Uma inspiração foi "Red Hook Summer", dirigido por Spike Lee em 2012.Um dos personagens do filme, um cineasta iniciante, grava vídeos com um iPad, e os espectadores podem ver algumas das imagens. "Sempre que ele cortava para as imagens do iPad, eu ficava pensando como aquilo era interessante", disse Baker, definindo o resultado como um Dogma 95 de alta definição.

Ele estudou o site de vídeo Vimeo, e um canal específico que se concentra em curtas rodados com o iPhone. "Fiquei muito impressionado com o que vi", ele disse. "Pensei que aquele trabalho era capaz de se sustentar".

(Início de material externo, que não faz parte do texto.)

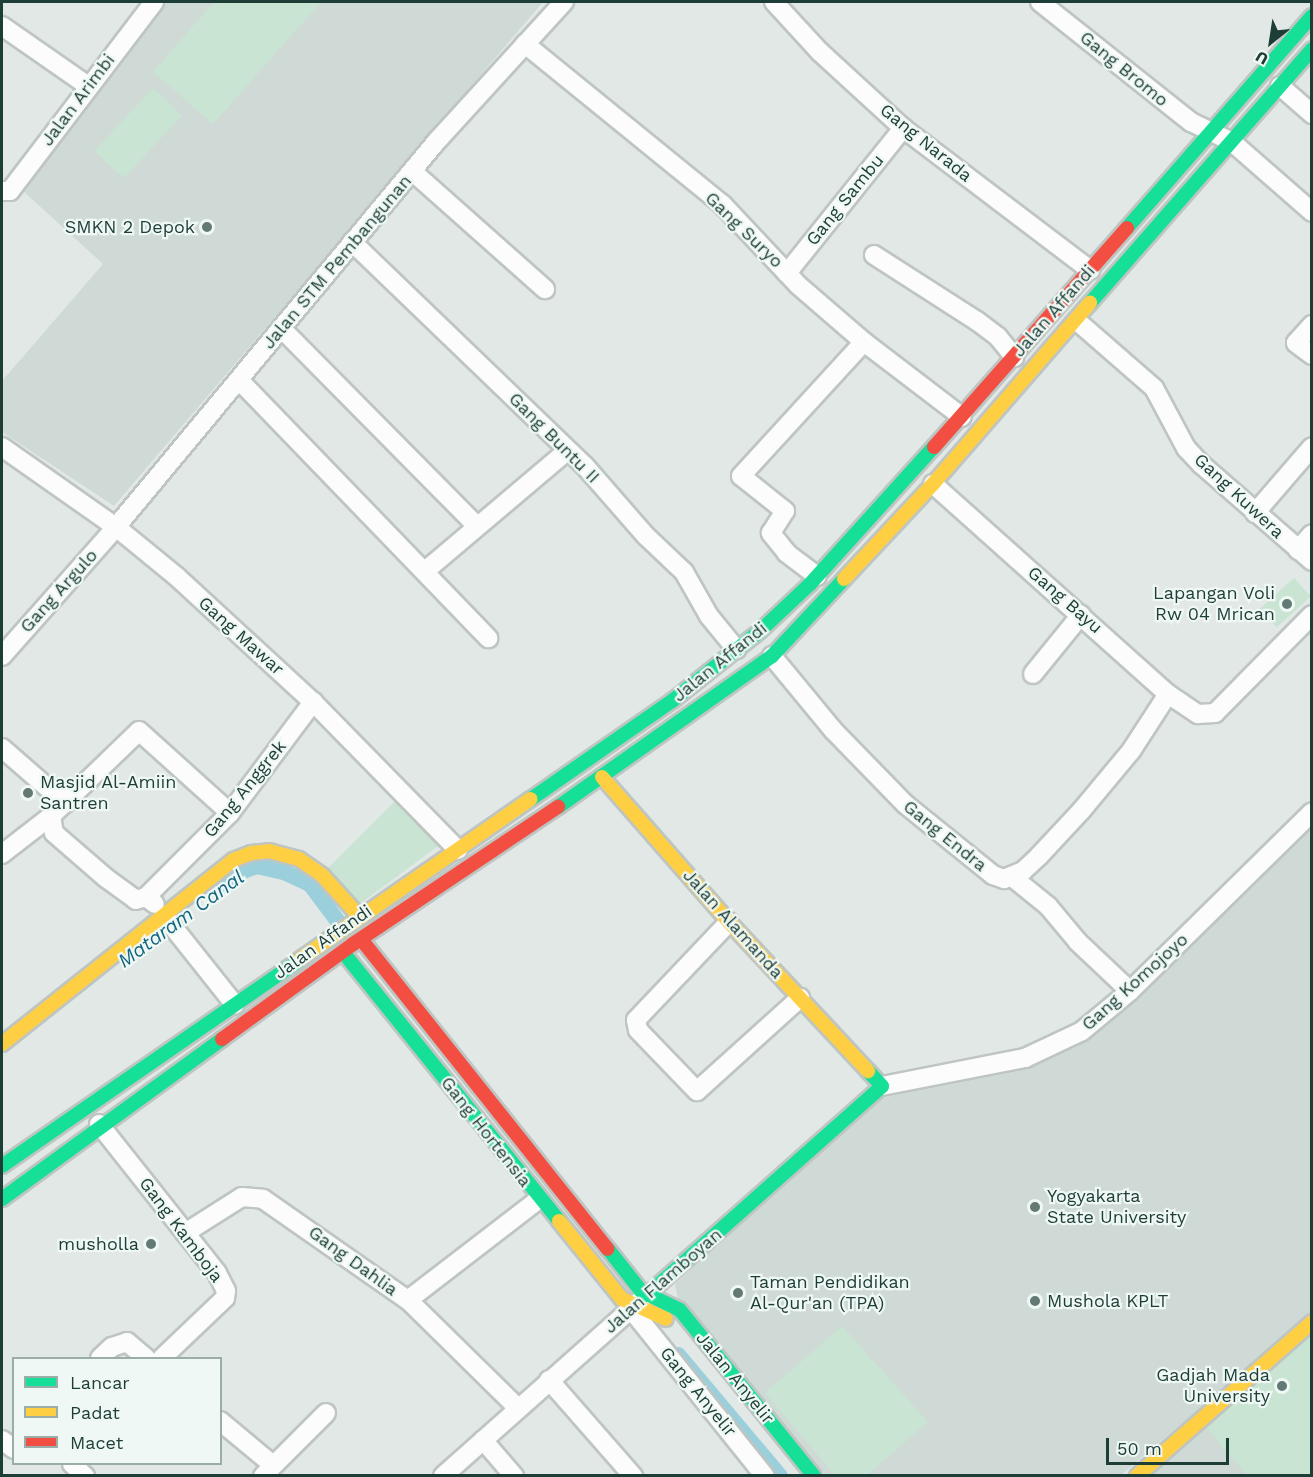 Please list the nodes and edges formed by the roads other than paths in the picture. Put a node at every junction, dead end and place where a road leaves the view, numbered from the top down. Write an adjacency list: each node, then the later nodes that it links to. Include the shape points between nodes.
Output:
1 (154, 2): 9 (street, Jalan Arimbi)
2 (564, 2): 7 (street, Jalan STM Pembangunan)
3 (774, 2): 12 (street, Gang Narada, via 820,52)
4 (1040, 2): 13 (street, Gang Bromo, via 1191,122)
5 (1311, 16): 13 (main road, Jalan Affandi)
6 (2, 26): 9 (street)
7 (525, 44): 15 (street, Jalan STM Pembangunan); 21 (street, Gang Suryo, via 722,204)
8 (1311, 49): 10 (main road, Jalan Affandi)
9 (88, 86): 16 (street, Jalan Arimbi, via 10,191)
10 (1280, 86): 11 (street); 14 (main road, Jalan Affandi)
11 (1311, 114)
12 (903, 128): 20 (street, Gang Narada); 21 (street, Gang Sambu)
13 (1211, 133): 14 (street, Gang Bromo); 20 (main road, Jalan Affandi)
14 (1232, 142): 17 (street, Gang Bromo); 23 (main road, Jalan Affandi)
15 (412, 171): 18 (street, Jalan STM Pembangunan); 22 (street)
16 (2, 191)
17 (1311, 212)
18 (352, 242): 25 (street, Jalan STM Pembangunan); 33 (street, Gang Buntu II)
19 (874, 255): 28 (street, via 977,321 998,337)
20 (1090, 270): 28 (main road, Jalan Affandi)
21 (787, 273): 26 (street, Gang Suryo)
22 (545, 289)
23 (1077, 321): 34 (main road, Jalan Affandi); 35 (street, Gang Kuwera, via 1154,388 1186,448)
24 (1311, 325): 27 (street, via 1296,343)
25 (281, 328): 29 (street, Jalan STM Pembangunan); 36 (street)
26 (864, 342): 30 (street, Gang Suryo); 41 (street, via 741,476 785,512 771,533)
27 (1311, 355)
28 (1014, 357): 30 (main road, Jalan Affandi)
29 (238, 380): 37 (street, Jalan STM Pembangunan); 40 (street)
30 (962, 417): 41 (main road, Jalan Affandi)
31 (2, 447): 37 (street, Gang Mawar)
32 (1311, 447): 35 (street)
33 (567, 451): 36 (street); 46 (street, Gang Buntu II, via 684,572 709,616)
34 (933, 484): 42 (main road, Jalan Affandi); 43 (street, Gang Bayu)
35 (1255, 513): 39 (street, Gang Kuwera)
36 (477, 526): 40 (street)
37 (116, 527): 47 (street, Gang Argulo); 51 (street, Gang Mawar, via 177,577)
38 (1311, 534): 39 (street)
39 (1305, 556)
40 (425, 571): 45 (street)
41 (814, 580): 42 (main road); 46 (main road, Jalan Affandi)
42 (826, 598): 48 (main road, Jalan Affandi)
43 (1081, 615): 49 (street); 50 (street, Gang Bayu)
44 (1311, 615): 50 (street, Gang Bayu, via 1215,713 1198,714)
45 (488, 638)
46 (736, 649): 53 (main road, Jalan Affandi, via 672,701)
47 (2, 656)
48 (772, 656): 54 (main road, Jalan Affandi); 61 (street, Gang Endra, via 833,730 905,804 993,875 1004,879)
49 (1033, 674)
50 (1168, 694): 61 (street, Gang Endra, via 1104,785 1039,856)
51 (313, 702): 57 (street, Gang Anggrek); 59 (street, Gang Mawar)
52 (2, 748): 55 (street)
53 (589, 759): 54 (street, Jalan Alamanda); 59 (main road, Jalan Affandi)
54 (602, 777): 65 (main road, Jalan Alamanda); 66 (main road, Jalan Affandi)
55 (65, 803): 57 (street, via 139,731); 58 (street)
56 (1311, 812): 68 (street, Gang Komojoyo)
57 (230, 813): 62 (street, Gang Anggrek)
58 (51, 816): 60 (street); 62 (street, via 54,833 106,878 136,900)
59 (458, 850): 63 (main road, Jalan Affandi)
60 (2, 854)
61 (1011, 876): 68 (street, via 1048,906 1078,942)
62 (146, 897): 64 (street)
63 (355, 919): 64 (main road, via 322,875 299,859 269,851 233,860); 70 (main road, Jalan Affandi)
64 (169, 921): 70 (street); 71 (main road)
65 (729, 922): 69 (main road, Jalan Alamanda); 69 (street, via 636,1020 638,1030 697,1091)
66 (362, 939): 67 (main road, Jalan Affandi); 79 (main road, Gang Hortensia)
67 (343, 952): 73 (main road, Jalan Affandi); 76 (main road, Gang Hortensia)
68 (1130, 991): 72 (street, Gang Komojoyo, via 1056,1047 1025,1058)
69 (800, 998): 72 (main road, Jalan Alamanda)
70 (235, 1005): 74 (main road, Jalan Affandi)
71 (2, 1044)
72 (882, 1086): 79 (main road, Jalan Flamboyan)
73 (99, 1124): 75 (main road, Jalan Affandi); 77 (street, Gang Kamboja)
74 (2, 1166)
75 (2, 1199)
76 (539, 1199): 78 (street, Gang Dahlia); 79 (main road, Gang Hortensia)
77 (185, 1233): 78 (street, Gang Dahlia, via 242,1197 263,1199); 83 (street, Gang Kamboja, via 226,1290 217,1305)
78 (408, 1300): 85 (street)
79 (637, 1304): 84 (street, Jalan Flamboyan); 95 (street, Gang Anyelir); 96 (main road, Jalan Anyelir, via 662,1316 680,1331); 97 (main road, Jalan Anyelir, via 680,1310)
80 (1311, 1322): 98 (main road)
81 (102, 1357): 82 (street, via 112,1347 127,1342)
82 (144, 1357)
83 (164, 1357)
84 (549, 1380): 85 (street, Jalan Flamboyan); 94 (street)
85 (518, 1408): 88 (street, Jalan Flamboyan)
86 (326, 1413): 90 (street)
87 (222, 1423): 90 (street)
88 (483, 1440): 92 (street, Jalan Flamboyan); 93 (street)
89 (73, 1465): 91 (street)
90 (268, 1470)
91 (85, 1476)
92 (443, 1476)
93 (514, 1476)
94 (633, 1476)
95 (765, 1476)
96 (799, 1476)
97 (814, 1476)
98 (1137, 1476)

Usando o canal em questão, ele encontrou uma campanha no Kickstarter para a Moondog Labs, empresa que produz um adaptador que se encaixa na lente do iPhone e ajuda os cineastas a obter um resultado mais cinematográfico. "O aparelho nos permitia rodar do jeito que Sergio Leone rodava westerns", ele disse.

Baker procurou a empresa para descobrir se era possível obter os adaptadores, que ainda estavam em estágio de protótipo. Mencionou o nome de um de seus produtores executivos, Mark Duplass.

A Moondog lhe enviou três adaptadores. Ele os combinou ao Filmic Pro, um app de baixo custo que oferece diversas ferramentas úteis.

"A capacidade de controlar separadamente o balanço branco, o foco e a exposição eram fundamentos cruciais, que lhes permitiam obter bons pontos focais em cada tomada", disse Neil Barham, fundador e presidente-executivo da Filmic Pro, explicando como o app de sua empresa ajudou a equipe de "Tangerine".

Os cineastas compraram três iPhone 5 para a filmagem, mas usavam só dois simultaneamente, com Baker e seu diretor de câmera, Radium Cheng, registrando a imagem de ângulos diferentes. Usavam um sistema de Steadicam manual chamado Smoothie para as tomadas estabilizadas.

Magnolia Pictures/The New York Times
Kitana Kiki Rodriguez (esq.) e Mya Taylor em cena de
Kitana Kiki Rodriguez (esq.) e Mya Taylor em cena de "Tangerine", filmando inteiramente com iPhones

Para obter panorâmicas que teriam exigido uma dolly se o filme tivesse sido gravado com uma câmera tradicional, Baker usava sua bicicleta, com o iPhone em uma mão e a outra operando o guidão.

"A sensação era literalmente a mesma dos meus 12 anos, quando eu gravava filmes em VHS em Nova Jersey", ele disse. (Na pós-produção, um efeito película foi adicionado, e a cor das imagens registradas foi intensificada para criar um look saturado.)

O uso do iPhone oferecia ainda outros benefícios. Atores não profissionais, como suas duas protagonistas, em geral precisam de tempo para se acostumar à câmera. Mas porque todo mundo conhece o iPhone, o elenco se sentiu confortável desde o começo.

O que a Apple acha dos resultados? Um porta-voz se recusou a comentar, mas Baker diz que a companhia lhe mandou um iPhone 6 Plus grátis depois do Sundance, e em uma recente palestra em uma loja da Apple, os atores e produtores também ganharam iPhones. Assim, a equipe já tem equipamento para uma possível nova produção.